Below are records; copy every line in them that holds the word "Parc".

•••

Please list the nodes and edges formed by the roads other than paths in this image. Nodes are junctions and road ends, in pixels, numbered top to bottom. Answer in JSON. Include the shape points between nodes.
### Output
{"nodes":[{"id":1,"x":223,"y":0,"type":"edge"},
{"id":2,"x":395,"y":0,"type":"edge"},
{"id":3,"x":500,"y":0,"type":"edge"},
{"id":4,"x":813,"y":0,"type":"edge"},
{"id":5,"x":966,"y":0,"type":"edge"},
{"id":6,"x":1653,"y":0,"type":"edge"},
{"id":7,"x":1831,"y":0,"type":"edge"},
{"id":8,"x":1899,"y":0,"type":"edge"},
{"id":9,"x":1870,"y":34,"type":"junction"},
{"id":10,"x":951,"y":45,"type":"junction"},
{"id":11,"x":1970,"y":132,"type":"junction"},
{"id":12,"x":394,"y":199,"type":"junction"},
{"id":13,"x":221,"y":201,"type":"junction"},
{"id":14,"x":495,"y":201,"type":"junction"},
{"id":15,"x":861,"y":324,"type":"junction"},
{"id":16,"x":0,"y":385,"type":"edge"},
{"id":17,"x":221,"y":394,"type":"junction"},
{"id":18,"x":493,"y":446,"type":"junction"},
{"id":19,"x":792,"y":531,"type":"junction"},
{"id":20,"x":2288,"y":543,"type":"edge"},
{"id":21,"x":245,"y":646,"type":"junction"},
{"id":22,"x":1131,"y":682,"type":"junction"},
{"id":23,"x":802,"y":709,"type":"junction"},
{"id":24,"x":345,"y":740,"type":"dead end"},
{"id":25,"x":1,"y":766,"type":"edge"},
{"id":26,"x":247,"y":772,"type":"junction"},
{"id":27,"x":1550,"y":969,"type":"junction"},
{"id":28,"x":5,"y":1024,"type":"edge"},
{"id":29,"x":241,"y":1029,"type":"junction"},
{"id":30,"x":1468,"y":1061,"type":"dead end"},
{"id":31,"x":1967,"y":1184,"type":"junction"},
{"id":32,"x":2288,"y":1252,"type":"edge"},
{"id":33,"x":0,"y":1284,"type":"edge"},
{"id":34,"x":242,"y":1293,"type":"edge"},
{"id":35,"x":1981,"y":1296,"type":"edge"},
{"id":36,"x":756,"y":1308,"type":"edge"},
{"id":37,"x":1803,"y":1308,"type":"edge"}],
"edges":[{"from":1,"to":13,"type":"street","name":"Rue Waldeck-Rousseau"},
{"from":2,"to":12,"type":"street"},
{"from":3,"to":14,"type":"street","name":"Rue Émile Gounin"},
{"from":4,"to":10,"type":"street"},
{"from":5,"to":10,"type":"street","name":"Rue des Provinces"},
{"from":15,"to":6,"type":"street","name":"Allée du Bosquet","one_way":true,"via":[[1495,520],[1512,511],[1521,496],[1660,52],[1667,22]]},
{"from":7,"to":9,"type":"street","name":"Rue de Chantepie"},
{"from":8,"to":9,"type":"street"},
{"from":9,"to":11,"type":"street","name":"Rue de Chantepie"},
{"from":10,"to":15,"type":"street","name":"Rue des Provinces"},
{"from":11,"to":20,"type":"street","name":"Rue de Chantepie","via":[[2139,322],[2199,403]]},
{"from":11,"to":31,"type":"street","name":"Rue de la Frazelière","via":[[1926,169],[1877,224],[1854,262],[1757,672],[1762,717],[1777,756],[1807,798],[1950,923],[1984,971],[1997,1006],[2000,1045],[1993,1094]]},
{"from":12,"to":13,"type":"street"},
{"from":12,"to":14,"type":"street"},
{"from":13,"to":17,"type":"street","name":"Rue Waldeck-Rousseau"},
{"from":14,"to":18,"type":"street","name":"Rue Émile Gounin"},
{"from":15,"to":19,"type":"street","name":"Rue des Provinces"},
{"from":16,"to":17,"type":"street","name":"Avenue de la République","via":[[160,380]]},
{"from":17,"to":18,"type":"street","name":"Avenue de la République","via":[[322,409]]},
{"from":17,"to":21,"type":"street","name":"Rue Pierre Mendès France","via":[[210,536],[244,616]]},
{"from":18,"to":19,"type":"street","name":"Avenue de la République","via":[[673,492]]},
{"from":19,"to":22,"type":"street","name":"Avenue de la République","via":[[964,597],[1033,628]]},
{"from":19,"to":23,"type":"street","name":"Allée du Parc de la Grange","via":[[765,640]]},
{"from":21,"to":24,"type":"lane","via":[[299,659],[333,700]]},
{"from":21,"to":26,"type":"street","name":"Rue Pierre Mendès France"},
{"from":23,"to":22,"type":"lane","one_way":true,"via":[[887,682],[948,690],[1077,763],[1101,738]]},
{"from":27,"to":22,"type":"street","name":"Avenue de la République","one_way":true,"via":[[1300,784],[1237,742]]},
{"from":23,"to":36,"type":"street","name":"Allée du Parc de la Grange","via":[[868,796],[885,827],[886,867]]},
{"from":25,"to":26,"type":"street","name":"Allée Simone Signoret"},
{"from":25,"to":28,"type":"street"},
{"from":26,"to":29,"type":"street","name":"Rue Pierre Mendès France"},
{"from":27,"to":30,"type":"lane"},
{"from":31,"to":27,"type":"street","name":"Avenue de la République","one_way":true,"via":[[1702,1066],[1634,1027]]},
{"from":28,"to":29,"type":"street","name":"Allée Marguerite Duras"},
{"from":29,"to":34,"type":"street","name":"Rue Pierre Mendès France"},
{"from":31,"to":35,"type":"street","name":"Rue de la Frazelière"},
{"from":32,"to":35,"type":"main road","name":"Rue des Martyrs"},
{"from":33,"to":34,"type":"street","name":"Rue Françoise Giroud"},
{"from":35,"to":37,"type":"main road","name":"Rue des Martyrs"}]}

•••

> _TASK RESPONSE_:
{"from":19,"to":23,"type":"street","name":"Allée du Parc de la Grange","via":[[765,640]]},
{"from":23,"to":36,"type":"street","name":"Allée du Parc de la Grange","via":[[868,796],[885,827],[886,867]]},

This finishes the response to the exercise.